ID: 1134856 • Letter: 1

Question

1. For the following statement, state Agree or Disagree. And provide brief explanation.

c) Suppose that Jim buys bonds from a firm and both the firm and Jim expect a 2 per cent inflation rate for the year. Given this expectation, suppose that the nominal interest rate on the bonds is 6 per cent after Jim buys the bonds the inflation rate turns out to be 6 per cent, rather than the 2 per cent that had been expected. The firm gains from this unexpectedly high inflation rate and Jim loses out. (1 mark)

Explanation / Answer

AGREE.

Explaination:

The interest rate is the price of the loanable funds in the economy. The nominal interest rate is the interest rate that is not adjusted for inflation.
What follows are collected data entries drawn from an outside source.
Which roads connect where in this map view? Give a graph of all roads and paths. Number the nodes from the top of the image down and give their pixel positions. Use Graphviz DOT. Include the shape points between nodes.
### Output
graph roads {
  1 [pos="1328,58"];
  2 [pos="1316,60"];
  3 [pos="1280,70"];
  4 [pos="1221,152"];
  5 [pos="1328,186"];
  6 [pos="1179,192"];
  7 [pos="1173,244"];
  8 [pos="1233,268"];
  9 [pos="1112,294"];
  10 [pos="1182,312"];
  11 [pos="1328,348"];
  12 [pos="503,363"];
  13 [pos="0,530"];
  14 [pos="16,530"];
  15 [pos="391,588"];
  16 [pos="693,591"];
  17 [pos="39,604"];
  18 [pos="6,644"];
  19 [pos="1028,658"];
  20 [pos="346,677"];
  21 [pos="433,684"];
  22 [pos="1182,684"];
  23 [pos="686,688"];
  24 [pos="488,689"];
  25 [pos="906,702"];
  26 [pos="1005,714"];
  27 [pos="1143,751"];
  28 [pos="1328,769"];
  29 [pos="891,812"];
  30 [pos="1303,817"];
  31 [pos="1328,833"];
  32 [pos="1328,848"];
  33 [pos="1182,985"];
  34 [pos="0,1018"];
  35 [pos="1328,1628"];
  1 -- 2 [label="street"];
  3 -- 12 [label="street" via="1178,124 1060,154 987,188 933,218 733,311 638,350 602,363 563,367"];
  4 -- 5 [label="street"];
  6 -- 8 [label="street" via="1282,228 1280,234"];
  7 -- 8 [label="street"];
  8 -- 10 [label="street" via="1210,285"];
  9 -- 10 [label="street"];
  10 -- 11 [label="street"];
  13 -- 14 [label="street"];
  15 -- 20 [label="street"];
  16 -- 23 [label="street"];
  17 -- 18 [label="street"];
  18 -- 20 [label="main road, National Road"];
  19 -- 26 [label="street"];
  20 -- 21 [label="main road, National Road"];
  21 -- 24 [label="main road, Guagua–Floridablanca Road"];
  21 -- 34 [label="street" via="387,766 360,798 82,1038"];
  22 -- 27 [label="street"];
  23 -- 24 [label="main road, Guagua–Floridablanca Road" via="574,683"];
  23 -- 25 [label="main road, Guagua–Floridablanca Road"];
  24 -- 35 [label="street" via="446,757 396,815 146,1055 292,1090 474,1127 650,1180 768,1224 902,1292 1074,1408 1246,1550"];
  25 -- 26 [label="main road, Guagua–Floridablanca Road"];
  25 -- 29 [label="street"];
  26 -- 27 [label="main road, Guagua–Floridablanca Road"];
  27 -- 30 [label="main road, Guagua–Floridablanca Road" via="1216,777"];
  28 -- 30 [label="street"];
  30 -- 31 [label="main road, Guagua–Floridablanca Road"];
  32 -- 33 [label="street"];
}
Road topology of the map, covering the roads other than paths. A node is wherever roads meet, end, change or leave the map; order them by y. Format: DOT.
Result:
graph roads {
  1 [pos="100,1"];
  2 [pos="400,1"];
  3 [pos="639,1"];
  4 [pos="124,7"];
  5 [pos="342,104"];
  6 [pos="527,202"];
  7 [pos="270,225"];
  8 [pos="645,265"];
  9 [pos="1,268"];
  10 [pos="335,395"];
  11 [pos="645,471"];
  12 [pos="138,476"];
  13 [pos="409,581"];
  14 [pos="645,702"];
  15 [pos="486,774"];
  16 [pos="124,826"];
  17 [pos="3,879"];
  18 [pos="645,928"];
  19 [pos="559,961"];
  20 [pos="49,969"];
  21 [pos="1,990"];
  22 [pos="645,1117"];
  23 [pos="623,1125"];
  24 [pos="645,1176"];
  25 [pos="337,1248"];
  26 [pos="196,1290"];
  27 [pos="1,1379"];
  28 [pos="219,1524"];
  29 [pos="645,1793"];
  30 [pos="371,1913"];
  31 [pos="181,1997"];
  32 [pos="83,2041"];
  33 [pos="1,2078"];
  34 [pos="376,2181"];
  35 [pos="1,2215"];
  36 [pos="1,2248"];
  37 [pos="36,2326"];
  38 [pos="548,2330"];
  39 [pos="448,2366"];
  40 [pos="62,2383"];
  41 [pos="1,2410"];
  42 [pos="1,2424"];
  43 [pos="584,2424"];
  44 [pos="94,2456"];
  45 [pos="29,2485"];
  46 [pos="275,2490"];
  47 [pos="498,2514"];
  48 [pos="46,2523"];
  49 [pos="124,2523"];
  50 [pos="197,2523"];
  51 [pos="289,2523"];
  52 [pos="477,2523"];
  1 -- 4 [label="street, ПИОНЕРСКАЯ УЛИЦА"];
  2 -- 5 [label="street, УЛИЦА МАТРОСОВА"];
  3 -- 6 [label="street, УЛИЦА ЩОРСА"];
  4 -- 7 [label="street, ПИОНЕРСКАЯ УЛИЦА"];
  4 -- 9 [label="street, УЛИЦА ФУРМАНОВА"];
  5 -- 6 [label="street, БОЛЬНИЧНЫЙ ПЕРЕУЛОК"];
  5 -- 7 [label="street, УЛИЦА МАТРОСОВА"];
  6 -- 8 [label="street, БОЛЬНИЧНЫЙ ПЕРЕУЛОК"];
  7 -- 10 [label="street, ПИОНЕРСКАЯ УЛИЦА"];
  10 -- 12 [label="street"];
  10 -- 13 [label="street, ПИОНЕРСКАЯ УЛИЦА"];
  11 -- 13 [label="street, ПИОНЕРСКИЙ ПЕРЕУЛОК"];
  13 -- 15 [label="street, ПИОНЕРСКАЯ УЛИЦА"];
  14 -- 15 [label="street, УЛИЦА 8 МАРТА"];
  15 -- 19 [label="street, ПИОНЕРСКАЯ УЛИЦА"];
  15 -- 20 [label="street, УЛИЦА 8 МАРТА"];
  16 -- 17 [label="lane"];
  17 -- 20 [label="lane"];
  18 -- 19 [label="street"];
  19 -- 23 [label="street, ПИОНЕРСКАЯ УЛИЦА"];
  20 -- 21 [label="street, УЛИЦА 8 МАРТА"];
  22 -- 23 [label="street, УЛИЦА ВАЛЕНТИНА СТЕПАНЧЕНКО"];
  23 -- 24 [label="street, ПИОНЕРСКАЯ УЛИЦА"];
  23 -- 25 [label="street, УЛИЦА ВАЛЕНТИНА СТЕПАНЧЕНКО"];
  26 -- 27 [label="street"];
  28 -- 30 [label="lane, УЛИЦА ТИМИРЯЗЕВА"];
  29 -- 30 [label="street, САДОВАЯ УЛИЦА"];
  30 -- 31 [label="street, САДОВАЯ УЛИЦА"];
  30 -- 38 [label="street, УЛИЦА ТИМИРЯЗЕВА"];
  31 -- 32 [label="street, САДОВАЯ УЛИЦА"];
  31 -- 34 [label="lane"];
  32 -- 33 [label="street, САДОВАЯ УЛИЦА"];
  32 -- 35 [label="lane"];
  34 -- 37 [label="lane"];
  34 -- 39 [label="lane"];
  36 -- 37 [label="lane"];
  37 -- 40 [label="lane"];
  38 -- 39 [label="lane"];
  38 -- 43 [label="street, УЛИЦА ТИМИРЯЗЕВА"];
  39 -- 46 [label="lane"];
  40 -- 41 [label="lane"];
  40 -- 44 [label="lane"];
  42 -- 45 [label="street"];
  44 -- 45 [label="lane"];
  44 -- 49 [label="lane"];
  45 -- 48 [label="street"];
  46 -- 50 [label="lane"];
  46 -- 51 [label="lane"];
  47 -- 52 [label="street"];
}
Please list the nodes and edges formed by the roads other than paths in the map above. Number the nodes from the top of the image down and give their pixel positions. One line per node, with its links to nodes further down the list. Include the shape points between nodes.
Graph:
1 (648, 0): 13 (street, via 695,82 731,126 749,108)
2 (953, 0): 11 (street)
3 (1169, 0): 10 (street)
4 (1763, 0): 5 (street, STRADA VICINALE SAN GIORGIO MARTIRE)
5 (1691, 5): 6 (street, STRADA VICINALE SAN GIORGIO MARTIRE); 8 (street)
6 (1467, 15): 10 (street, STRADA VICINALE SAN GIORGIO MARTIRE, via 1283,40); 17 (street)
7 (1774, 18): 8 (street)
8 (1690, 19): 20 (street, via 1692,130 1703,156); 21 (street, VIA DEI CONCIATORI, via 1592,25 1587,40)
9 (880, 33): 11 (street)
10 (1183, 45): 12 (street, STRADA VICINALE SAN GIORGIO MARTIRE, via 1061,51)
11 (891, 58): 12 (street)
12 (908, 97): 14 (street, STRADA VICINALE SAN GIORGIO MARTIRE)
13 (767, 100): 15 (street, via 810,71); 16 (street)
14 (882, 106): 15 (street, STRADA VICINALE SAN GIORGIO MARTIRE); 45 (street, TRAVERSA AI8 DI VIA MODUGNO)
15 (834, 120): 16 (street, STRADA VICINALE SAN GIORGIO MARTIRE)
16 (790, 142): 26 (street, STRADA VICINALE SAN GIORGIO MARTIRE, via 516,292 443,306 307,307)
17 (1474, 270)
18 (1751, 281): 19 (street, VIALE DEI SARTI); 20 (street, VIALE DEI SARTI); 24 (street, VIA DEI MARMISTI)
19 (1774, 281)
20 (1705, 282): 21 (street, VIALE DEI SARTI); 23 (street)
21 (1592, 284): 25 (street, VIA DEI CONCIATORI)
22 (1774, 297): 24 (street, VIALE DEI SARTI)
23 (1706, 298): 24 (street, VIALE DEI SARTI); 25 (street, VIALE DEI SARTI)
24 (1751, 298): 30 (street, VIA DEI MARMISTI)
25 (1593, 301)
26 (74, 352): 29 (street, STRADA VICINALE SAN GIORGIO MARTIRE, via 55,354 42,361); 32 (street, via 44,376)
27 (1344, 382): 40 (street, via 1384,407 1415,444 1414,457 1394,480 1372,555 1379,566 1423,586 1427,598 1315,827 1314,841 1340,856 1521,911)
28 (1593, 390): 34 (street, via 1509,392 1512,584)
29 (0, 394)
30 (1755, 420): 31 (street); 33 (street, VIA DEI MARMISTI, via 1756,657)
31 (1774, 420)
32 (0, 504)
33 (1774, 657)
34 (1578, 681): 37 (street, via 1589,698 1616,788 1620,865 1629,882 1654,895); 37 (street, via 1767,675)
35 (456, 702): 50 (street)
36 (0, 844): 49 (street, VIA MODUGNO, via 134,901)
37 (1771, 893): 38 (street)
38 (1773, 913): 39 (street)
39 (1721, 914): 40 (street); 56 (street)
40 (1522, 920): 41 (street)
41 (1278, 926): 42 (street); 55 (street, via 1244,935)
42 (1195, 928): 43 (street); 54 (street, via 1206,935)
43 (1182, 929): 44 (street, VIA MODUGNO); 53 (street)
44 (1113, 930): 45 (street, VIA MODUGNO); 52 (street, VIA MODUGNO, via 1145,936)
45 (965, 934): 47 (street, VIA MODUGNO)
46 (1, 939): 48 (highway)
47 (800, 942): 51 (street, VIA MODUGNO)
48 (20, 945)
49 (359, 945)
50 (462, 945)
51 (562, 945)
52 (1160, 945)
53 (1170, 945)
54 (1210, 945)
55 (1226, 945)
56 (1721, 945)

The real interest rate is nominal interest rate minus inflation. The interest rate is the earning on loanable funds supplied by the lender. The inflation decreases the future value of the currency. At the time of rising inflation the lender tend to lose out as they receive less value from their investment than they would have without rising inflation.

In this case the value of $100 after adjested for inflation is still $100 after the one year period. As rise in value of money by 6% nominal interest rate is taken out by rising inflation of 6%. Then the investor, that is the person buying the bond loses from his inveatment and the firm gains from the same.